A study such as ours requires a population who are all assigned a unique identifier; in our case, the NHI identifier. Using this identifier for enumerating both the numerator and denominator means we avoided numerator/denominator bias. This is particularly important in relation to assigned ethnicity because of historical issues related to undercounting of our indigenous Māori population [28]. A further advantage of involving the total health contact population for the country is that examining trends over time will be less complicated by shifts in the denominator population compared with the shifts inherent in the use of managed care population data.
Our study is limited by the accuracy of our method for detecting a diagnosis of gout. Sensitivity for the tracker population is limited by the fact that only those who present to the health system and are diagnosed or fill their prescription for colchicine or allopurinol are counted. The slightly higher prevalence in the HealthStat population, which counts prescribing rather than dispensing of medication, may also indicate that the true prevalence could be higher than that reflected in the ANZHT population. Qualitative research and clinical experience indicates that people with gout may self-manage their gout flares by purchasing over-the counter NSAIDs directly from a pharmacy, borrowing medication or using alternative therapies that are not captured in health systems data [29]. In Aotearoa New Zealand, the use of traditional Māori remedies (rongoā) is important among the Māori community. Thus our data may be an underestimate of the true prevalence of gout in the community. Capture–recapture modelling is one method that may estimate the extent of this otherwise unmeasured burden of gout, and this analysis will be reported in a separate paper.

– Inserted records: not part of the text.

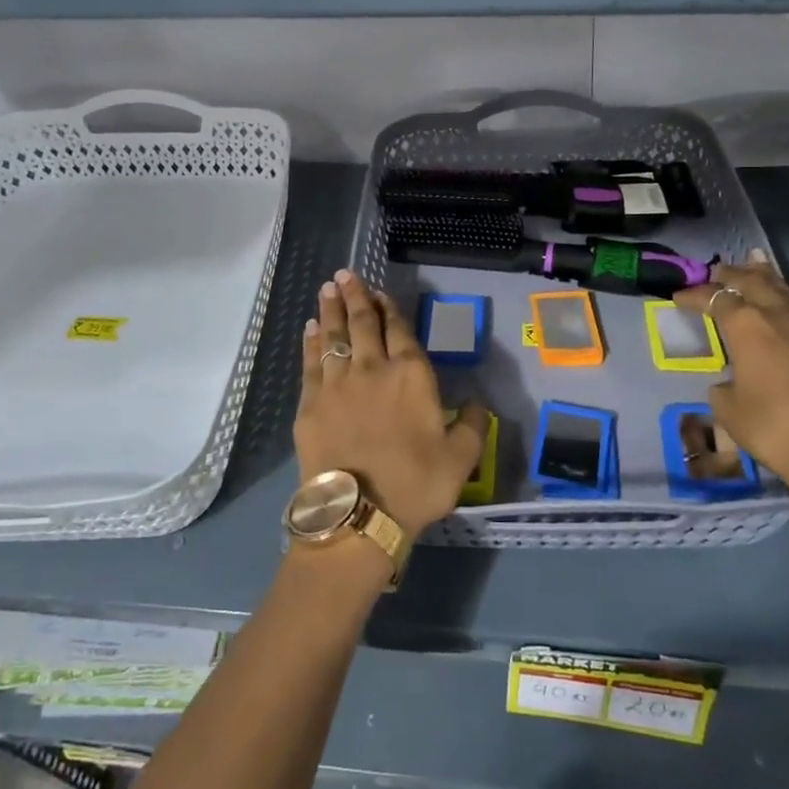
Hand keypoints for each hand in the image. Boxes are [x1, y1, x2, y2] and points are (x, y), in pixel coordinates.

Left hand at [294, 269, 489, 539]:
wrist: (358, 514)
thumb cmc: (415, 484)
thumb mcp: (461, 458)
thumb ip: (472, 425)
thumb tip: (477, 402)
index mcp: (411, 375)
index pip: (399, 330)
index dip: (389, 308)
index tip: (380, 292)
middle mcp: (372, 368)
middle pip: (362, 323)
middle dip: (355, 296)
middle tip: (345, 274)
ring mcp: (337, 383)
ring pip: (333, 336)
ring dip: (331, 310)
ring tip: (328, 288)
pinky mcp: (310, 403)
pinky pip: (310, 362)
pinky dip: (311, 341)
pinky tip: (310, 328)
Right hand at [673, 251, 788, 519]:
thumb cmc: (774, 429)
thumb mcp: (729, 410)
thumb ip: (724, 388)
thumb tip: (731, 383)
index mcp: (745, 327)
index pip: (714, 299)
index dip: (694, 296)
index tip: (678, 298)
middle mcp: (778, 316)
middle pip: (751, 283)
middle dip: (731, 274)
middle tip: (717, 270)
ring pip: (785, 288)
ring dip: (767, 274)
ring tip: (756, 259)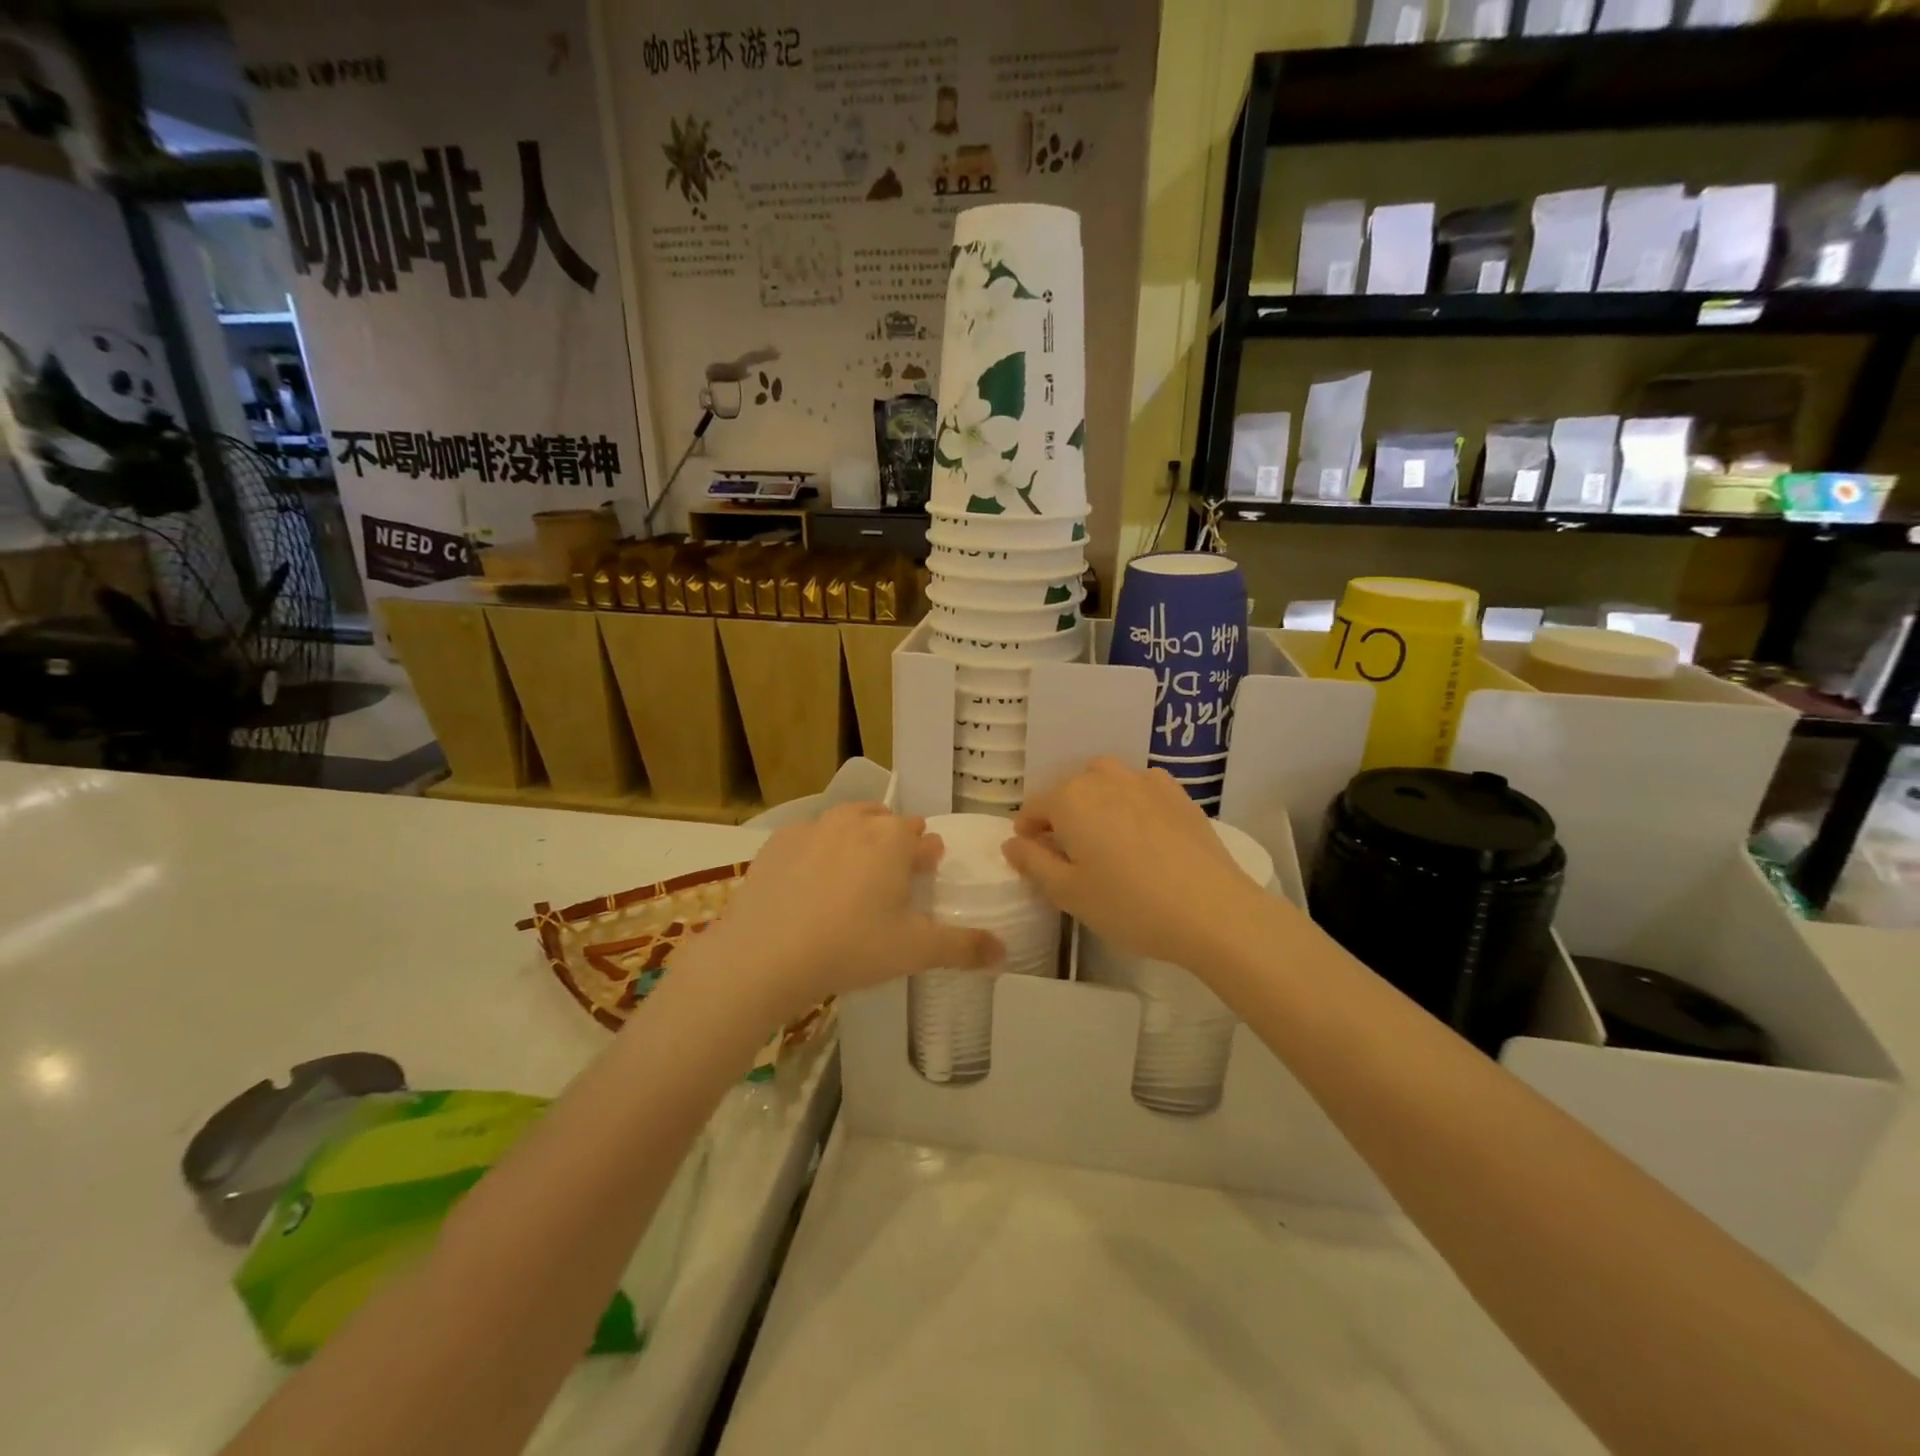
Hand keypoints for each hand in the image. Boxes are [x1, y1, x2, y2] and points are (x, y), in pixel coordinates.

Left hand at [702, 803, 1002, 1014]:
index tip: (926, 872)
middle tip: (891, 877)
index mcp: (893, 839)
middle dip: (894, 842)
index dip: (927, 855)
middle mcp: (854, 821)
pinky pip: (807, 838)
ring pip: (846, 822)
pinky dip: (816, 851)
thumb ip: (964, 947)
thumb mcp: (914, 951)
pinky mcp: (776, 842)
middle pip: (885, 822)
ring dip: (857, 839)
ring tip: (853, 874)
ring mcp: (812, 827)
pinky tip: (809, 883)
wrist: (764, 955)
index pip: (922, 836)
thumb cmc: (850, 947)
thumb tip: (1005, 951)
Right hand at [1002, 758, 1271, 969]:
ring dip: (1096, 804)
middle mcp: (1103, 778)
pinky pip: (1140, 788)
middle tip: (1074, 859)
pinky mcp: (1177, 793)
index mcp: (1070, 799)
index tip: (1037, 861)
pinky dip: (1131, 803)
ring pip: (1105, 783)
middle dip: (1062, 818)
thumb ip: (1033, 863)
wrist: (1212, 911)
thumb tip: (1012, 842)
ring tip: (1108, 842)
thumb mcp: (1069, 893)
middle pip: (1069, 791)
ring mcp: (1144, 780)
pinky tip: (1143, 835)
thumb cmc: (1129, 905)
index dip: (1028, 835)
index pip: (1033, 808)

In relation to specificity, relying on pharmaceutical claims may lead to the inclusion of people who have been prescribed allopurinol for other indications. However, the exclusion of patients with haematological malignancies is expected to largely mitigate this problem. Allopurinol prescription for asymptomatic hyperuricaemia is very uncommon in Aotearoa New Zealand. Colchicine is used for other rare conditions such as auto-inflammatory diseases or auto-immune serositis, but the infrequency of these disorders suggest that false-positive cases would be few. Both data sets used in this study rely on clinical diagnosis of gout and subsequent treatment, particularly in primary health care. Diagnosis in this setting is likely to be presumptive rather than confirmed with joint aspiration, but this caveat will also hold for other epidemiological studies based on algorithms using prescribing and diagnosis data or self-report of physician diagnosis.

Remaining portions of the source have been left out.